Vergiftungen mit Chemikalien - eine erste Bilanz


09/1995, 28.04.1995


Von knapp 9.000 Anfragen zu Vergiftungen mit Chemikalien betreffen rund 25 Prozent Reinigungsmittel. Gefährliche Vergiftungen bei Erwachsenen wurden durch Insektenbekämpfungsmittel (Phosphorsäureester), Gase, die bei Bränden entstehen, Verdünnungsmittel und Anstrichstoffe (z.B. Lacke) verursacht. Für Kinder bergen Lampenöle und Abflußreiniger nach wie vor erhebliche Gesundheitsgefahren, evtl. sogar mit Spätschäden. Das sind Ergebnisse des Modellvorhabens EVA, dessen Ziel es war, verbesserte Erkenntnisse über Gesundheitsrisiken durch Chemikalien zu liefern. 13 Monate lang wurden Anfragen zu Vergiftungen mit Chemikalien von den vier großen Giftinformations- und Behandlungszentren in Berlin, Mainz, Freiburg und München gemeinsam mit dem Fachbereich Chemikalienbewertung des jetzigen Bundesinstituts für gesundheitlichen Verbraucherschutz und Veterinärmedizin (BgVV) standardisiert erfaßt und ausgewertet.

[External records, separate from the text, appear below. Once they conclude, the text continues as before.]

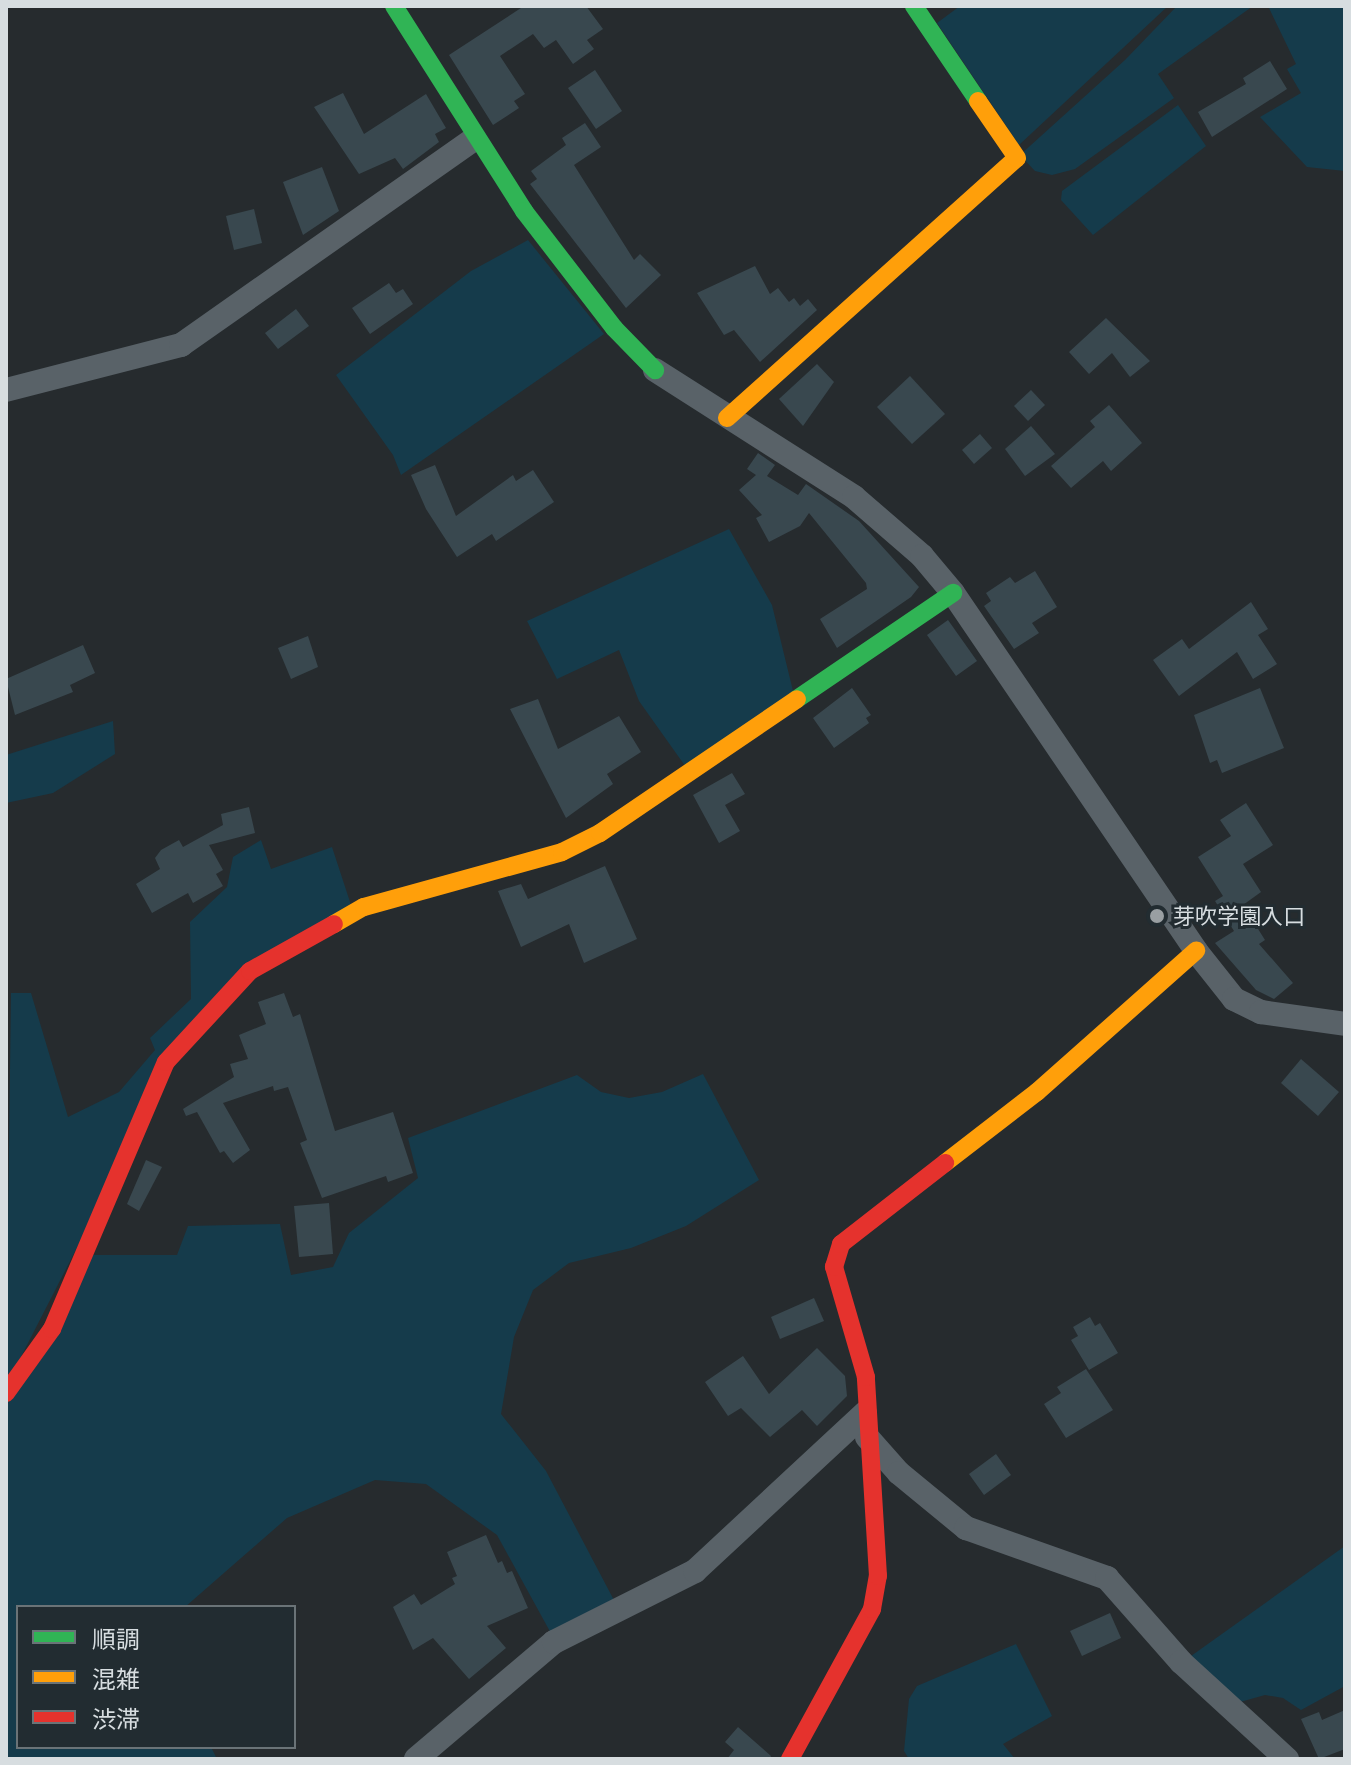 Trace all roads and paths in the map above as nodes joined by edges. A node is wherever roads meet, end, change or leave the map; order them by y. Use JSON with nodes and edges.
{"nodes":[{"id":1,"x":394,"y":6,"type":"edge"},
{"id":2,"x":914,"y":6,"type":"edge"},
{"id":3,"x":474,"y":139,"type":"junction"},
{"id":4,"x":655,"y":370,"type":"joint"},
{"id":5,"x":6,"y":390,"type":"edge"},
{"id":6,"x":727,"y":418,"type":"junction"},
{"id":7,"x":953,"y":593,"type":"junction"},
{"id":8,"x":1196,"y":951,"type":"junction"},
{"id":9,"x":1345,"y":1024,"type":"edge"},
{"id":10,"x":6,"y":1393,"type":"edge"},
{"id":11,"x":866,"y":1425,"type":"junction"},
{"id":12,"x":416,"y":1759,"type":"edge"},
{"id":13,"x":790,"y":1759,"type":"edge"},
{"id":14,"x":1287,"y":1759,"type":"edge"}],
"edges":[{"from":1,"to":3,"type":"street"},
{"from":2,"to":6,"type":"street"},
{"from":3,"to":4,"type":"street"},
{"from":3,"to":5,"type":"street"},
{"from":4,"to":6,"type":"street"},
{"from":6,"to":7,"type":"street"},
{"from":7,"to":8,"type":"street"},
{"from":7,"to":10,"type":"street"},
{"from":8,"to":9,"type":"street"},
{"from":8,"to":11,"type":"street"},
{"from":11,"to":12,"type":"street"},
{"from":11,"to":13,"type":"street"},
{"from":11,"to":14,"type":"street"}]}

Damit liegen nun zum ersten Mal vergleichende und flächendeckende Zahlen über Vergiftungsfälle vor, die eine Abschätzung des Ausmasses akuter gesundheitlicher Schäden durch chemische Stoffe zulassen. Die ermittelten Zahlen liegen deutlich unterhalb der bisher angenommenen Schätzungen. Die meisten Vergiftungen verliefen leicht und blieben folgenlos.

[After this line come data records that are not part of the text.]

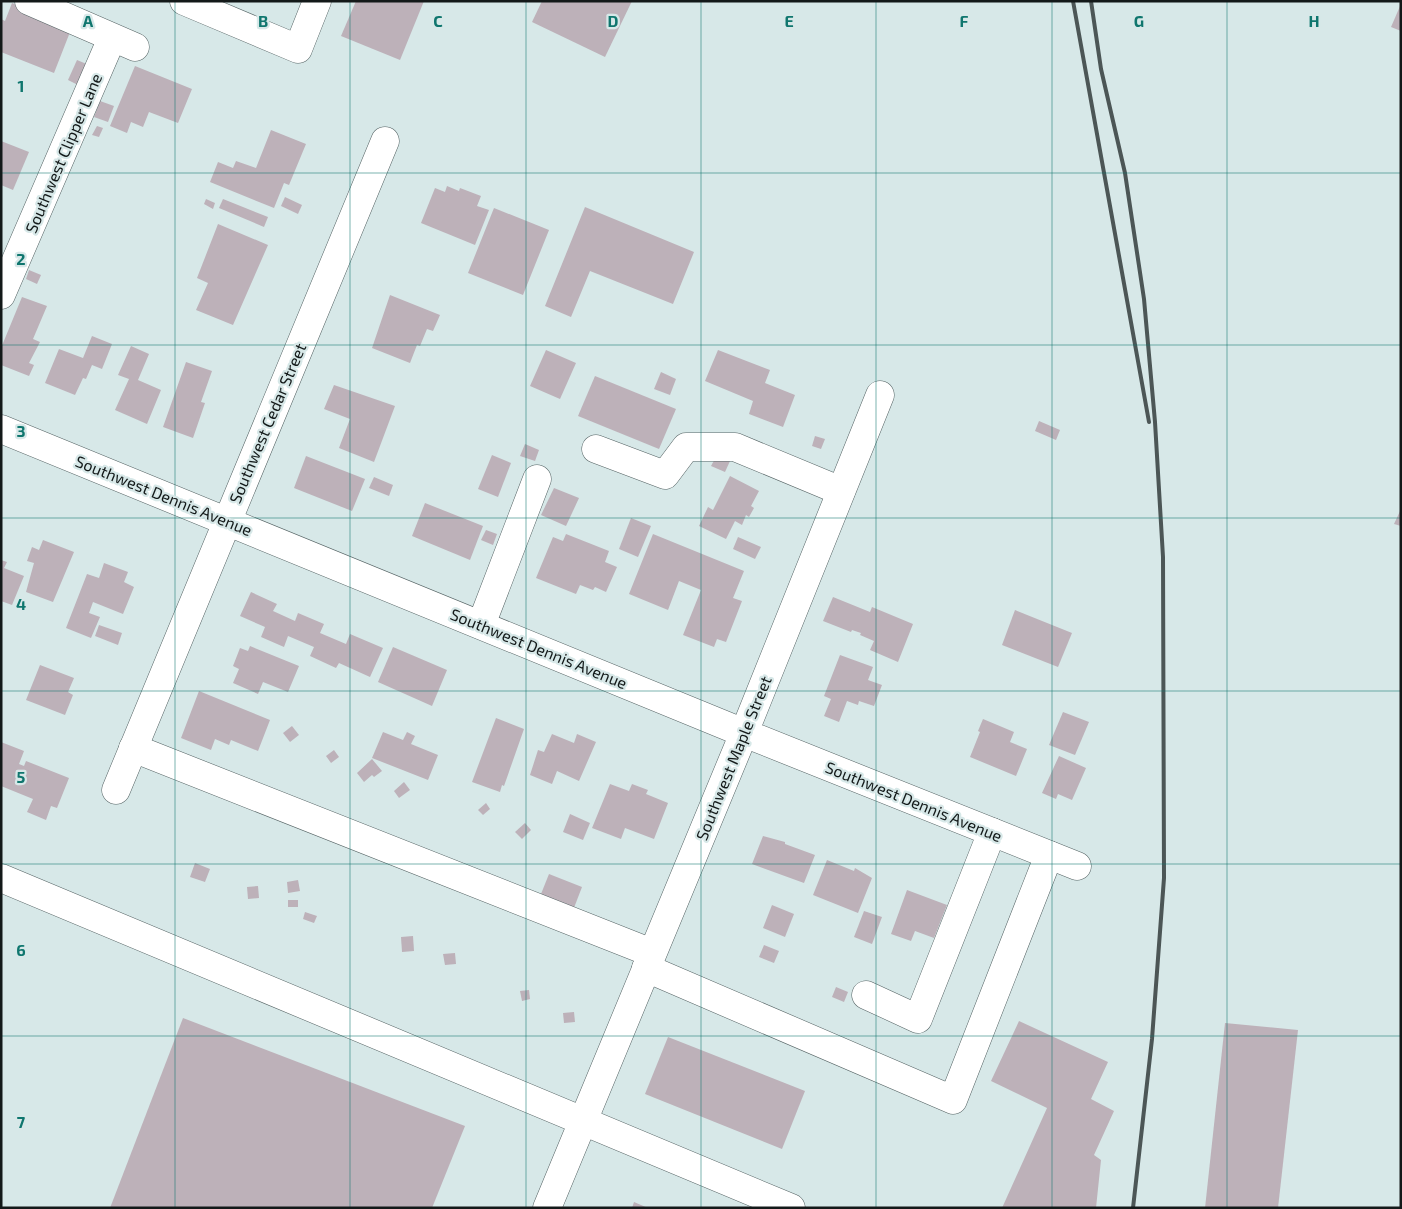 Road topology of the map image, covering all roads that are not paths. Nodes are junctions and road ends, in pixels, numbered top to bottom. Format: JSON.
{"nodes":[{"id":1,"x":30,"y":1,"type":"edge"},
{"id":2,"x":184,"y":1,"type":"edge"},
{"id":3,"x":317,"y":1,"type":"edge"},
{"id":4,"x":385,"y":141,"type":"dead end"},
{"id":5,"x":1,"y":295,"type":"edge"},
{"id":6,"x":880,"y":395,"type":"dead end"},
{"id":7,"x":1,"y":429,"type":"edge"},
{"id":8,"x":596,"y":449,"type":"dead end"},
{"id":9,"x":537,"y":479,"type":"dead end"},
{"id":10,"x":841,"y":491,"type":"junction"},
{"id":11,"x":226,"y":520,"type":"junction"},
{"id":12,"x":481,"y":625,"type":"junction"},
{"id":13,"x":744,"y":733,"type":"junction"},
{"id":14,"x":133,"y":748,"type":"junction"},
{"id":15,"x":116,"y":790,"type":"dead end"},
{"id":16,"x":992,"y":832,"type":"junction"},
{"id":17,"x":1049,"y":855,"type":"junction"},
{"id":18,"x":1076,"y":866,"type":"dead end"},
{"id":19,"x":1,"y":878,"type":"edge"},
{"id":20,"x":649,"y":961,"type":"junction"},
{"id":21,"x":866,"y":995,"type":"dead end"},
{"id":22,"x":584,"y":1120,"type":"junction"},
{"id":23,"x":546,"y":1208,"type":"edge"},
{"id":24,"x":791,"y":1208,"type":"edge"}],
"edges":[{"from":1,"to":5,"type":"street","name":"Southwest Clipper Lane"},
{"from":2,"to":3,"type":"street"},
{"from":4,"to":11,"type":"street","name":"Southwest Cedar Street"},
{"from":6,"to":10,"type":"street","name":"Southwest Maple Street"},
{"from":7,"to":11,"type":"street","name":"Southwest Dennis Avenue"},
{"from":8,"to":10,"type":"street"},
{"from":9,"to":12,"type":"street"},
{"from":10,"to":13,"type":"street","name":"Southwest Maple Street"},
{"from":11,"to":12,"type":"street","name":"Southwest Dennis Avenue"},
{"from":11,"to":14,"type":"street","name":"Southwest Cedar Street"},
{"from":12,"to":13,"type":"street","name":"Southwest Dennis Avenue"},
{"from":13,"to":16,"type":"street","name":"Southwest Dennis Avenue"},
{"from":13,"to":20,"type":"street","name":"Southwest Maple Street"},
{"from":14,"to":15,"type":"street","name":"Southwest Cedar Street"},
{"from":14,"to":20,"type":"street"},
{"from":16,"to":17,"type":"street","name":"Southwest Dennis Avenue"},
{"from":16,"to":21,"type":"street"},
{"from":17,"to":18,"type":"street","name":"Southwest Dennis Avenue"},
{"from":17,"to":20,"type":"street"},
{"from":19,"to":22,"type":"street"},
{"from":20,"to":22,"type":"street","name":"Southwest Maple Street"},
{"from":22,"to":23,"type":"street","name":"Southwest Maple Street"},
{"from":22,"to":24,"type":"street"}]}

Gesundheitliche Risiken lassen sich aufgrund der ständig wachsenden Zahl chemischer Stoffe im Haushalt, am Arbeitsplatz und in der Umwelt immer schwerer einschätzen. Die Giftinformationszentren der Bundesrepublik Deutschland registrierten 1993 rund 130.000 Anrufe meist zu akuten Vergiftungen. Ein großer Teil der Anfragen betraf Chemikalien.

Helfen bei Vergiftungen heißt nicht nur behandeln und beraten. Helfen heißt auch aufklären, warnen und vermeiden. Hierzu müssen über Tierversuche hinaus auch die tatsächlichen Gefahrenpotentiale bekannt sein. Während z.B. Herz-Kreislauf- und Infektionskrankheiten statistisch recht gut erfaßt sind, gilt dies für Vergiftungsfälle beim Menschen nach wie vor nicht. Gerade weil sie seltener vorkommen, müssen sie ausführlicher dokumentiert und ausgewertet werden.

Nur durch die Einrichtung eines "Monitorsystems" für akute und chronische Vergiftungen können die meist unzureichenden toxikologischen Erfahrungen durch aussagekräftige Daten zum Vergiftungsgeschehen ersetzt, wirkungsvolle Ansätze zur Prävention geliefert und auch der Erfolg von z.B. gesetzgeberischen Maßnahmen überprüft werden. Das Modellvorhaben EVA ist durch die Harmonisierung der EDV-gestützten Erfassung und Auswertung von Vergiftungsanfragen ein notwendiger Schritt in diese Richtung.

Die Ergebnisse des Forschungsvorhabens sind unter dem Titel "Erfassung der Vergiftungsfälle und Auswertungen in den Informations- und Behandlungszentren für Vergiftungen" als Berichtsband erschienen und gegen einen Unkostenbeitrag von DM 15,-- bei der Pressestelle des BgVV erhältlich.